§ **Aim of the task**: Look through the data below for the string "edges", and copy every line where it turns up.

=== Data ===

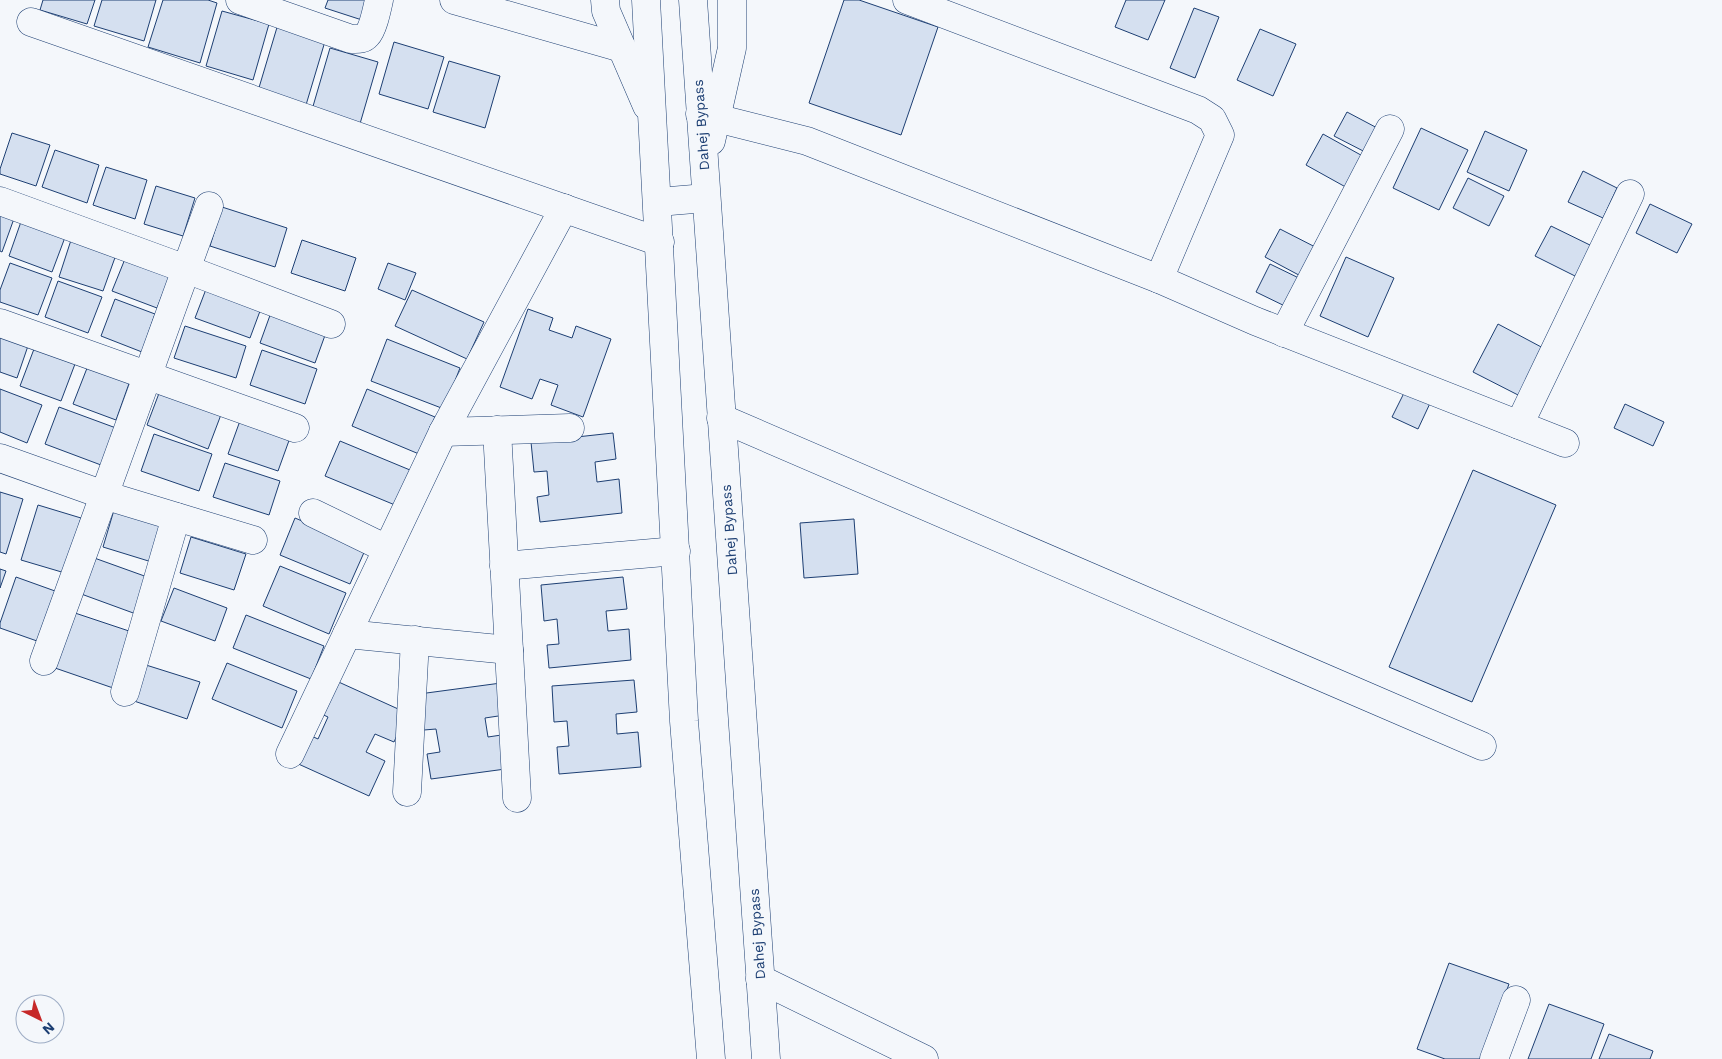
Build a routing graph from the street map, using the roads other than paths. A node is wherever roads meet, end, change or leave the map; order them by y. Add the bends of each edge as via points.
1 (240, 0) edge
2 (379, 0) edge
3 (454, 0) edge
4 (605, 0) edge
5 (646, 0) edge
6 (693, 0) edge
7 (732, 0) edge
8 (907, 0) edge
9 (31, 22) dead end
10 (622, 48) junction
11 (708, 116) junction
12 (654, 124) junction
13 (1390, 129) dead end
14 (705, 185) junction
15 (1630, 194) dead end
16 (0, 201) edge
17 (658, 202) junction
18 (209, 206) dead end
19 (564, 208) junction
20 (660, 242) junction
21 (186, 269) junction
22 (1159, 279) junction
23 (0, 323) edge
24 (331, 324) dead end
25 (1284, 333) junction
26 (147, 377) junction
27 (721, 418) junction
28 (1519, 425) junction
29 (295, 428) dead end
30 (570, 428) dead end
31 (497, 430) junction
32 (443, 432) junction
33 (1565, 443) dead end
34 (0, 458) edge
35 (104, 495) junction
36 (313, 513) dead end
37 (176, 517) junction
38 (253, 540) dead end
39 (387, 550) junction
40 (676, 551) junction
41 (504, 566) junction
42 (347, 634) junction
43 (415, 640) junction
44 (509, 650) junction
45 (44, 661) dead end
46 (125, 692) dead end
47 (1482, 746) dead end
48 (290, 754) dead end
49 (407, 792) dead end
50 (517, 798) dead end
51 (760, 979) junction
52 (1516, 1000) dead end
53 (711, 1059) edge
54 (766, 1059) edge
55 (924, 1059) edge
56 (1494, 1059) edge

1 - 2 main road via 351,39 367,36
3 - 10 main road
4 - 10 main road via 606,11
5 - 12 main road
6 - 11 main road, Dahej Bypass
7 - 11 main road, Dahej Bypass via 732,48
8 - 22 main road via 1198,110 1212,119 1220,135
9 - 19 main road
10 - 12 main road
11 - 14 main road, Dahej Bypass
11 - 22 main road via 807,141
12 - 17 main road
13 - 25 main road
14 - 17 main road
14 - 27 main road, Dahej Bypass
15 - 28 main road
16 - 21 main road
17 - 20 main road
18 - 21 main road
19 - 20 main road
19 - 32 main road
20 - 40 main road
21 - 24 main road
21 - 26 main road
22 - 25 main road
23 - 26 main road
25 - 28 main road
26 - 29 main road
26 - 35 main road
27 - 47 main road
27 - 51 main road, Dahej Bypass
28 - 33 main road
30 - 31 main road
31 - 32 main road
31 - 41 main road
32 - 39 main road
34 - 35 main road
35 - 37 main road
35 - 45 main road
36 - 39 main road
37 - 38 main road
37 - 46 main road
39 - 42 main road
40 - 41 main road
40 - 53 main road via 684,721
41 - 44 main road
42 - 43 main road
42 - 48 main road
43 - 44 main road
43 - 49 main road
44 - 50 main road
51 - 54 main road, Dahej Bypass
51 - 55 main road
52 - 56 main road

===
=== Data ===

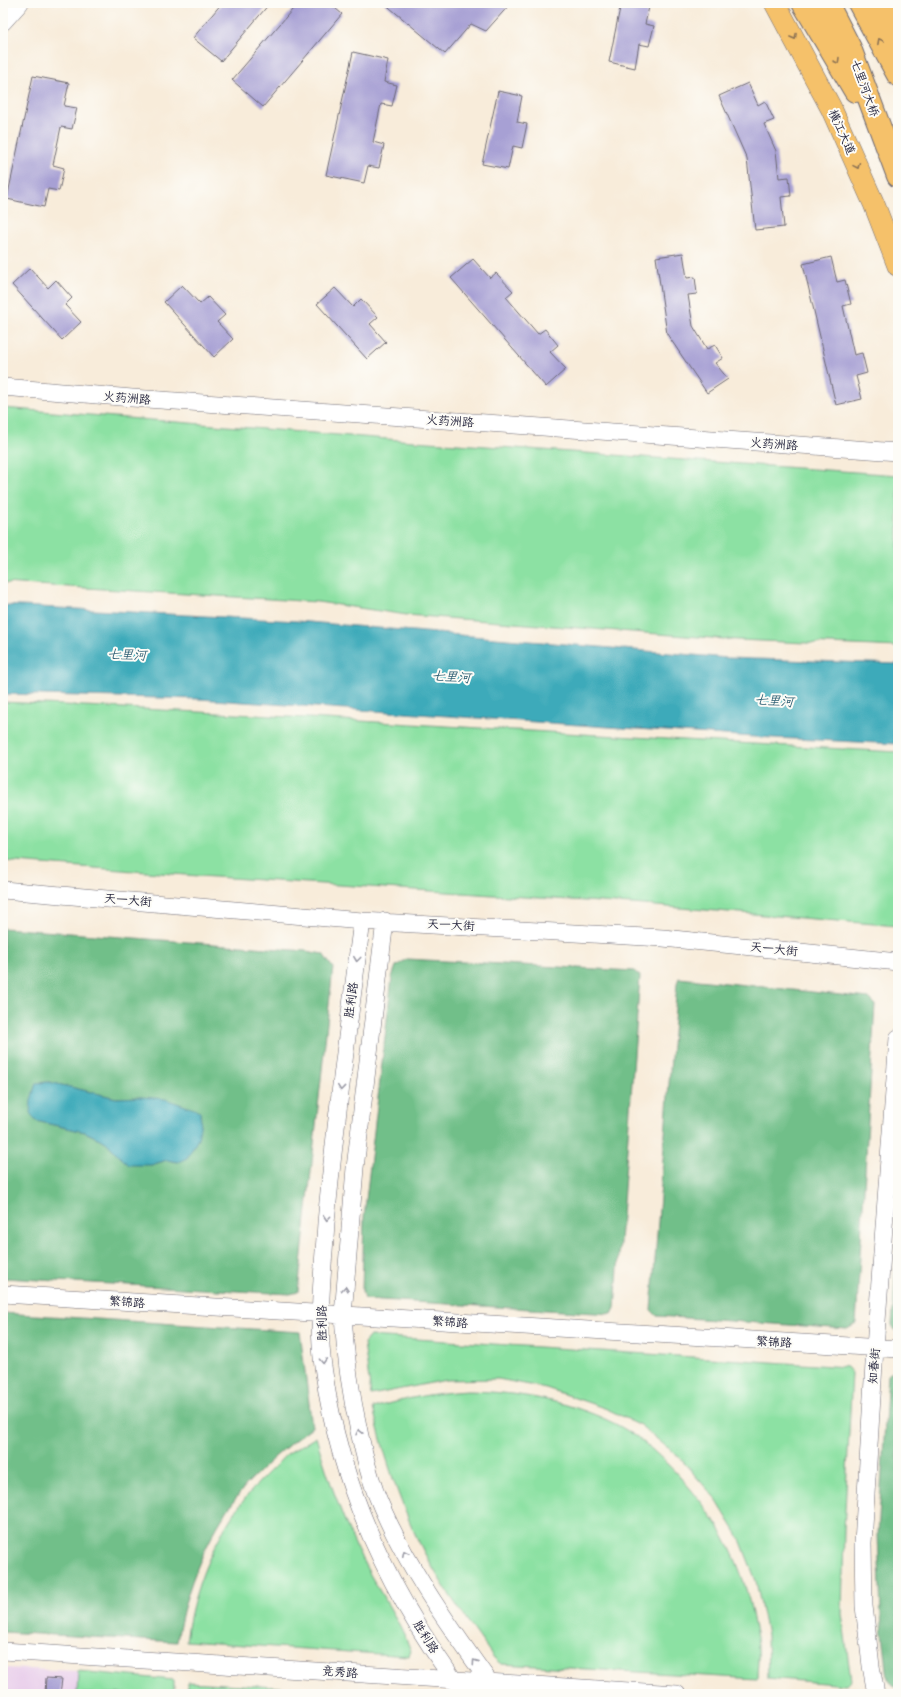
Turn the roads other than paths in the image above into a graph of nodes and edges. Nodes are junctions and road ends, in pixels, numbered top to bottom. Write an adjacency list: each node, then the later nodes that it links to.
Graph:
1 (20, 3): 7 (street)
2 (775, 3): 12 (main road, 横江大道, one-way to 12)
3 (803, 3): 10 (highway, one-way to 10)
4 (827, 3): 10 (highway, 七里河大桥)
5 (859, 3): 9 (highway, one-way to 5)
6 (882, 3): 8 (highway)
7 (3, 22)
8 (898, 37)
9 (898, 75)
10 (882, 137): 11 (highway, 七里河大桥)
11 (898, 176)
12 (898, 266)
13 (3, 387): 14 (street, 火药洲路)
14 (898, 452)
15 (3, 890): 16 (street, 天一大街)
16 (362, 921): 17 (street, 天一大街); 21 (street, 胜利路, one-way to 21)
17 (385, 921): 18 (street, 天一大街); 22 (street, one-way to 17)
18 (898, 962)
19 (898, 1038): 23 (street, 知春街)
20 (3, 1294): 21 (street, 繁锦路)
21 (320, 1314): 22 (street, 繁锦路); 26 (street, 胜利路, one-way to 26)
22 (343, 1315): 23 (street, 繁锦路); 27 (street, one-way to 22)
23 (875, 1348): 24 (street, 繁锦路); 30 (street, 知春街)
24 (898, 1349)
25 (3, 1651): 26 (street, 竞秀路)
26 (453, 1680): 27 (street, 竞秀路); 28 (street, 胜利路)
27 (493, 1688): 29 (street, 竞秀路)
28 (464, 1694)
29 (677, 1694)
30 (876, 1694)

===
=== Data ===

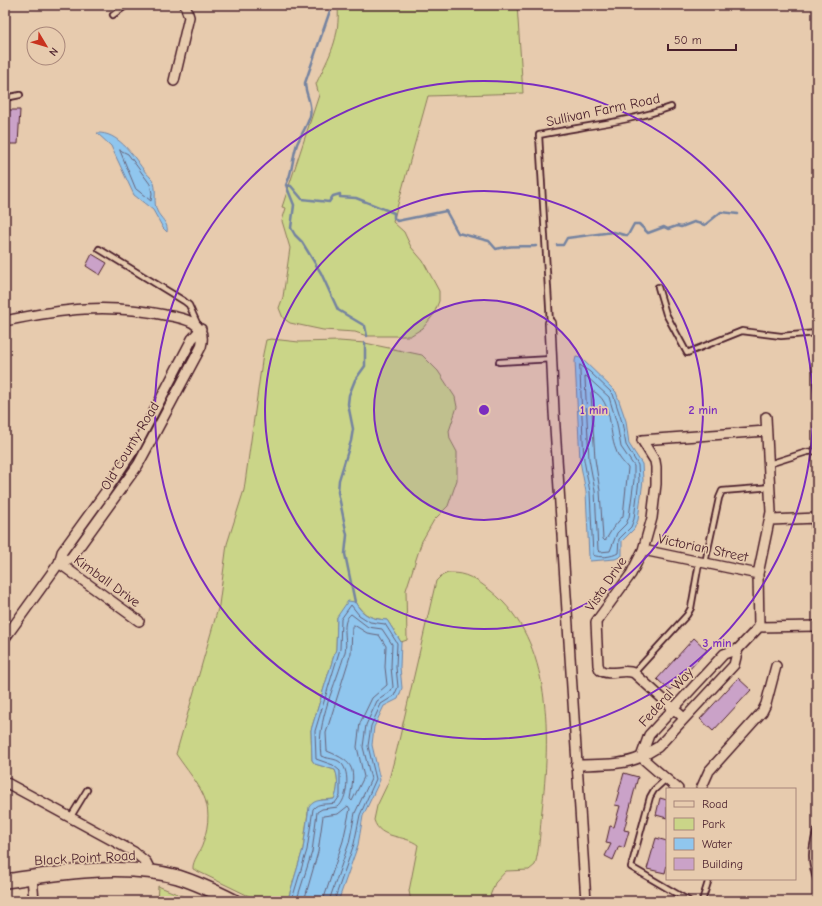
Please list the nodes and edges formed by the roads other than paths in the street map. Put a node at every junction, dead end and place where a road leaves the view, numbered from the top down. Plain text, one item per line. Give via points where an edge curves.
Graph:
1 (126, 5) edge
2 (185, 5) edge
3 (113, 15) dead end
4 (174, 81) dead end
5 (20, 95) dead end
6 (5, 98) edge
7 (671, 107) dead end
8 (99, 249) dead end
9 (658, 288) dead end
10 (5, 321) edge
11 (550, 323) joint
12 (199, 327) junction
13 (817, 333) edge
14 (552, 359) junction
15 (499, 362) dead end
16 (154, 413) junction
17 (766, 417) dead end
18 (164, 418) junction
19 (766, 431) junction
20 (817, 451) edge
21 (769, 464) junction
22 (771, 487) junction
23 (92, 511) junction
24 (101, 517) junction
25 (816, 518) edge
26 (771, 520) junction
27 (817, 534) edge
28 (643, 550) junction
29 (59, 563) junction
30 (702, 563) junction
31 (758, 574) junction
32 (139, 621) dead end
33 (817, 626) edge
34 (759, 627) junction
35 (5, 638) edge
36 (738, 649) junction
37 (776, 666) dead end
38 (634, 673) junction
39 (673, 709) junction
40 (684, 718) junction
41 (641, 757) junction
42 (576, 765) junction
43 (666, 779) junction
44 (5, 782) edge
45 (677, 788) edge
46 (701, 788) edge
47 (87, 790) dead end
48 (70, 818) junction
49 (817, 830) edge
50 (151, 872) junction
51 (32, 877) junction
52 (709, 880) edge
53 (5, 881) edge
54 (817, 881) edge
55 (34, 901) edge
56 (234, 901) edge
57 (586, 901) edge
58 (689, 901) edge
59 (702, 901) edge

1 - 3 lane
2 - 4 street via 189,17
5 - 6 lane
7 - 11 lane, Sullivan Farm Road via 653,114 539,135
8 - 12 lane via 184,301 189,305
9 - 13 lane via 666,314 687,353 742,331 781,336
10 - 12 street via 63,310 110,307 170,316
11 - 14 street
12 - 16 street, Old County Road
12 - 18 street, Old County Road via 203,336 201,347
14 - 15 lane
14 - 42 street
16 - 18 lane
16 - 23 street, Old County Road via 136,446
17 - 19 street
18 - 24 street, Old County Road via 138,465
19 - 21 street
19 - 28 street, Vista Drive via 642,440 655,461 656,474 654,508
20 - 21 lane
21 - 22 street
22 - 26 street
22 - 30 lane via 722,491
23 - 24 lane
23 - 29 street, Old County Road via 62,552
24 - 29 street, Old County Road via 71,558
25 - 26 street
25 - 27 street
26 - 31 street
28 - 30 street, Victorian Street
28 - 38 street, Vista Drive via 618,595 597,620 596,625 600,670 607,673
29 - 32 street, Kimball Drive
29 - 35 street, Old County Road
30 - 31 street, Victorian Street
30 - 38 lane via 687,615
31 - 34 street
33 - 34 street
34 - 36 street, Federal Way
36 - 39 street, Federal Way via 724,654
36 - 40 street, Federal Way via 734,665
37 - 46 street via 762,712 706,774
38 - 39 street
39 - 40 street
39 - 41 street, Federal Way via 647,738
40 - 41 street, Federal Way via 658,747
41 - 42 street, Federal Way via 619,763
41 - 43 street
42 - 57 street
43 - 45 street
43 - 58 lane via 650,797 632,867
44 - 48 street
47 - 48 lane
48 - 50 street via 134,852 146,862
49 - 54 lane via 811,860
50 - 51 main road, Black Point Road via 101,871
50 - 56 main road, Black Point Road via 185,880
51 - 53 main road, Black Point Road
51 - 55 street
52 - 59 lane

===

§ **Reply**:
Turn the roads other than paths in the image above into a graph of nodes and edges. Nodes are junctions and road ends, in pixels, numbered top to bottom. Write an adjacency list: each node, then the later nodes that it links to.
Please list the nodes and edges formed by the roads other than paths in the street map. Put a node at every junction, dead end and place where a road leaves the view, numbered from the top down. Plain text, one item per line. Give via points where an edge curves.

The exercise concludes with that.